SANSUEÑA

 

 Artículo de JON JUARISTI  en “ABC” del 16.10.05

 

 Por su interés y relevancia, he seleccionado el artículo que sigue para incluirlo en este sitio web. (L. B.-B.)

 

 Los más grandes filósofos políticos de la Historia -es decir, los pensadores británicos de los siglos XVII y XVIII- consideraban que imaginación y memoria eran una misma facultad del espíritu con dos nombres distintos. La forma más elemental de la imaginación es el recuerdo: imaginamos cuando somos capaces de representarnos mentalmente cómo fuimos en otro tiempo. Esta idea surgió de la práctica de la poesía, pero fue decisiva para la aparición de la novela, que amplió al infinito el territorio de lo memorable. Gracias a la novela, podemos imaginar (recordar) cómo fueron los demás, y no sólo los que conocimos, sino aquéllos que vivieron antes que nosotros e incluso otros muchos que jamás existieron. Algunos pensadores actuales, también británicos, afirman que el incremento de la capacidad de imaginar producido por la lectura masiva de novelas hizo posible el advenimiento de la nación como nueva modalidad de vida en común. Mientras la mayoría de la gente no pudo imaginar mundos humanos diferentes al de su existencia cotidiana confinada dentro de los límites de la comarca, el concepto de nación fue sencillamente impensable.

La nación es una comunidad imaginada y, como tal, aparece en las buenas novelas antes que en la imaginación popular. La de los primeros lectores de Cervantes estaba poblada de bosques y castillos, caballeros andantes y princesas, magos y gigantes, en ínsulas extrañas que se llamaban Gaula, Sansueña o Trapisonda. El Quijote abre la posibilidad de imaginar una comunidad formada por murcianos, yangüeses, manchegos, sevillanos, extremeños, catalanes o vizcaínos que ocupa un territorio donde los bosques no abundan, es más fácil dar con ventas que con castillos en una red de caminos polvorientos y no hay gigantes, pero sí molinos y ruedas hidráulicas en las soledades que se extienden entre ciudades con nombres como Toledo, Zaragoza o Barcelona. En vez de princesas y caballeros, uno se encuentra mercaderes, arrieros, guardias, labradores, curas y frailes, barberos, pastores, hidalgos, algún aristócrata aburrido, y salteadores de caminos, cuerdas de presos y corrillos de rabizas, cada cual contando la feria como le va en ella. La nación de Cervantes no es plurilingüe, aunque se hablen en ella lenguas distintas (todos los personajes -catalanes y vizcaínos incluidos- recurren al español, porque es el único idioma que les permite intercambiar cortesías o insultos comprensibles por todos), pero sí polifónica.
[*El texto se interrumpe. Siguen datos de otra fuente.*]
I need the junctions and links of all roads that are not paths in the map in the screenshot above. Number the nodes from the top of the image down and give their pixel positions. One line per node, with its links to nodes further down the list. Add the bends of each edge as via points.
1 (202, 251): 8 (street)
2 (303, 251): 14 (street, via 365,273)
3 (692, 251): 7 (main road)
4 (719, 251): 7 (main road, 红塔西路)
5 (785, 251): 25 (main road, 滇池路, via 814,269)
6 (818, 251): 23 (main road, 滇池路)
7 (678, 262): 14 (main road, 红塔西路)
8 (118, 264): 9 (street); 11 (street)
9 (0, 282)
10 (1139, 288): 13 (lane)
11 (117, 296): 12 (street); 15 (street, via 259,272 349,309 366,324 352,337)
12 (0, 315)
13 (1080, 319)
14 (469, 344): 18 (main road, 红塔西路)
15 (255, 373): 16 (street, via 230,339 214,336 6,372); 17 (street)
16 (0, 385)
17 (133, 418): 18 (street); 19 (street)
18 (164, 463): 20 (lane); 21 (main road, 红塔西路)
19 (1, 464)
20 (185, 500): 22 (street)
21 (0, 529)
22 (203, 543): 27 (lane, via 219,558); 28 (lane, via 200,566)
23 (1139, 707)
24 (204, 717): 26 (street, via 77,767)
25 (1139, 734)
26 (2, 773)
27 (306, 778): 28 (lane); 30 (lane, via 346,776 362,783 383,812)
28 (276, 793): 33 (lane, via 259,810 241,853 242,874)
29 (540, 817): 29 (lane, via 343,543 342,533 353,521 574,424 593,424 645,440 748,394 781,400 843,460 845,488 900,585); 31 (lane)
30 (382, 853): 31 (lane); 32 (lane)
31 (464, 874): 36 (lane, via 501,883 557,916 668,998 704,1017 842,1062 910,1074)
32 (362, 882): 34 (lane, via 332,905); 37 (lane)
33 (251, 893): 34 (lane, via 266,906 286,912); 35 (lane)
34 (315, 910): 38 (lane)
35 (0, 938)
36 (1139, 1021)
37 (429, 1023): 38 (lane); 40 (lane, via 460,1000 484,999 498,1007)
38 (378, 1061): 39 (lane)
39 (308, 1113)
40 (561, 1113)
Son muy diversas las maneras en que se expresan las gentes del Quijote, según sus intereses, su origen geográfico, su profesión, su estamento, su sexo, pero todos terminan entendiéndose (hasta don Quijote y Sancho, cuyos lenguajes y mundos respectivos son los más distantes entre sí). La experiencia desmiente esa supuesta facilidad de comprensión mutua, incluso entre iguales. No es cierto que hablando se entienda la gente. Pero Cervantes, mucho antes que Habermas, esbozó la utopía de la comunidad ideal de diálogo, que consistía, para él, en una extensión del modelo convivencial de los humanistas -el convivium o el simposio platónico, la conversación- a la nación en su conjunto.

Por eso Cervantes nunca llegó a ser un gran poeta lírico, como Lope de Vega. Nada más extraño a su imaginación que la monodia, la clausura del poeta clásico en una sola voz reconocible, propia. Cervantes busca salir de su lenguaje y de su visión del mundo, necesita compulsivamente ponerse en el lugar del otro, recordar sus recuerdos, sentir sus emociones, hablar sus discursos, los innumerables discursos de sus vidas. Si no lo hubiese hecho así, se habría quedado en el muy mediocre poeta del Viaje del Parnaso, no se habría escrito el Quijote y a todos nos habría costado mucho más descubrir el valor, que ahora se va olvidando, de la nación como ámbito de construcción dialéctica de la libertad y del individuo. El liberalismo, no como idea sino como proceso histórico, surgió de la chispa, del arco voltaico que saltó entre la filosofía política del empirismo británico y el Quijote, a cuya luz fueron escritas -por ingleses y escoceses- las primeras novelas modernas. El declive de la imaginación, visible tanto en la monodia estúpida de la corrección política como en la devaluación de los vínculos nacionales, anuncia tiempos amargos para la libertad. No hablo sólo de España, pero también de España, antes Sansueña.